--- MATERIAL FOR THIS EXERCISE ---
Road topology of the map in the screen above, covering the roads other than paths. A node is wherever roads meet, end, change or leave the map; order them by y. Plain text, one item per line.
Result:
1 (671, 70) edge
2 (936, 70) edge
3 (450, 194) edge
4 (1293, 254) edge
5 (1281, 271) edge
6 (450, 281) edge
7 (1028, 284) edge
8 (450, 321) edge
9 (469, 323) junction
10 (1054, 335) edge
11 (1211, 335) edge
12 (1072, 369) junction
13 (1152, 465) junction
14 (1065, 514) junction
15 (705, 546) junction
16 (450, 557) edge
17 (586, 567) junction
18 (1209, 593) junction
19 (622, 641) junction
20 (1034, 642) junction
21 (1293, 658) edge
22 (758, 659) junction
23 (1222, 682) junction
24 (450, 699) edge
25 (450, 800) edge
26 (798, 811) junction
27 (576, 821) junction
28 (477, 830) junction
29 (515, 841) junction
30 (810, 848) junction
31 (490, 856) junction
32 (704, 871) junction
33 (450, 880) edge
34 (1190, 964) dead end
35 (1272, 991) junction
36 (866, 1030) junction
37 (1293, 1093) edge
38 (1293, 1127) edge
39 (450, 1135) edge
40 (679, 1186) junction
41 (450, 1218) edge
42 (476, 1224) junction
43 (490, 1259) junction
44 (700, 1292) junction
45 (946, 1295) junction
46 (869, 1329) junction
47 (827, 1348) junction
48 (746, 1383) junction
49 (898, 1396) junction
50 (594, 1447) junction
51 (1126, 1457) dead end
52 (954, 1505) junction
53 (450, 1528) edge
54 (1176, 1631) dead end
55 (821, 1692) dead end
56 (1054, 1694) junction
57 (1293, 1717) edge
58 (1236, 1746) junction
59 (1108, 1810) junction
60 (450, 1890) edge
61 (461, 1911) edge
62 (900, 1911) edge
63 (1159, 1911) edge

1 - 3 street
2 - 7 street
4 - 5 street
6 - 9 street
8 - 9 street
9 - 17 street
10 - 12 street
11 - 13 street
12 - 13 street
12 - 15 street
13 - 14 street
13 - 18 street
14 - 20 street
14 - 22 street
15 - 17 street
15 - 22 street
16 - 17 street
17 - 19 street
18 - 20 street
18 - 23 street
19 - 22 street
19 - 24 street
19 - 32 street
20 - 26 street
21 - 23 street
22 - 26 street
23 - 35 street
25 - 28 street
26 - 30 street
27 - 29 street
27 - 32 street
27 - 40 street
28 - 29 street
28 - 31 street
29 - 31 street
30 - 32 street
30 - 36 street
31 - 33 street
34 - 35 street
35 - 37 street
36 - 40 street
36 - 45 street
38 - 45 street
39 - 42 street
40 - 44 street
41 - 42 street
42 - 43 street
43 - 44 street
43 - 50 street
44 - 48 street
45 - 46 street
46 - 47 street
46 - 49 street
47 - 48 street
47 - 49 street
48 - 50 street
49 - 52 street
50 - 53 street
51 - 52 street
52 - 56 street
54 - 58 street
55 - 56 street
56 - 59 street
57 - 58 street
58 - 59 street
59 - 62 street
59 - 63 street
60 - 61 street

--- DIRECTIONS ---
Please copy each record shown above exactly.

--- ANSWER AREA ---
Road topology of the map in the screen above, covering the roads other than paths. A node is wherever roads meet, end, change or leave the map; order them by y. Plain text, one item per line.
Result:
1 (671, 70) edge
2 (936, 70) edge
3 (450, 194) edge
4 (1293, 254) edge
5 (1281, 271) edge
6 (450, 281) edge
7 (1028, 284) edge
8 (450, 321) edge
9 (469, 323) junction
10 (1054, 335) edge
11 (1211, 335) edge
12 (1072, 369) junction
13 (1152, 465) junction
14 (1065, 514) junction
15 (705, 546) junction
16 (450, 557) edge
17 (586, 567) junction
18 (1209, 593) junction
19 (622, 641) junction
20 (1034, 642) junction
21 (1293, 658) edge
22 (758, 659) junction
23 (1222, 682) junction
24 (450, 699) edge
25 (450, 800) edge
26 (798, 811) junction
27 (576, 821) junction
28 (477, 830) junction
29 (515, 841) junction
30 (810, 848) junction
31 (490, 856) junction
32 (704, 871) junction
33 (450, 880) edge
34 (1190, 964) dead end
35 (1272, 991) junction
36 (866, 1030) junction
37 (1293, 1093) edge
38 (1293, 1127) edge
39 (450, 1135) edge
40 (679, 1186) junction
41 (450, 1218) edge
42 (476, 1224) junction
43 (490, 1259) junction
44 (700, 1292) junction
45 (946, 1295) junction
46 (869, 1329) junction
47 (827, 1348) junction
48 (746, 1383) junction
49 (898, 1396) junction
50 (594, 1447) junction
51 (1126, 1457) dead end
52 (954, 1505) junction
53 (450, 1528) edge
54 (1176, 1631) dead end
55 (821, 1692) dead end
56 (1054, 1694) junction
57 (1293, 1717) edge
58 (1236, 1746) junction
59 (1108, 1810) junction
60 (450, 1890) edge
61 (461, 1911) edge
62 (900, 1911) edge
63 (1159, 1911) edge

1 - 3 street
2 - 7 street
4 - 5 street
6 - 9 street
8 - 9 street
9 - 17 street
10 - 12 street
11 - 13 street
12 - 13 street
12 - 15 street
13 - 14 street
13 - 18 street
14 - 20 street
14 - 22 street
15 - 17 street
15 - 22 street
16 - 17 street
17 - 19 street
18 - 20 street
18 - 23 street
19 - 22 street
19 - 24 street
19 - 32 street
20 - 26 street
21 - 23 street
22 - 26 street
23 - 35 street
25 - 28 street
26 - 30 street
27 - 29 street
27 - 32 street
27 - 40 street
28 - 29 street
28 - 31 street
29 - 31 street
30 - 32 street
30 - 36 street
31 - 33 street
34 - 35 street
35 - 37 street
36 - 40 street
36 - 45 street
38 - 45 street
39 - 42 street
40 - 44 street
41 - 42 street
42 - 43 street
43 - 44 street
43 - 50 street
44 - 48 street
45 - 46 street
46 - 47 street
46 - 49 street
47 - 48 street
47 - 49 street
48 - 50 street
49 - 52 street
50 - 53 street
51 - 52 street
52 - 56 street
54 - 58 street
55 - 56 street
56 - 59 street
57 - 58 street
58 - 59 street
59 - 62 street
59 - 63 street
60 - 61 street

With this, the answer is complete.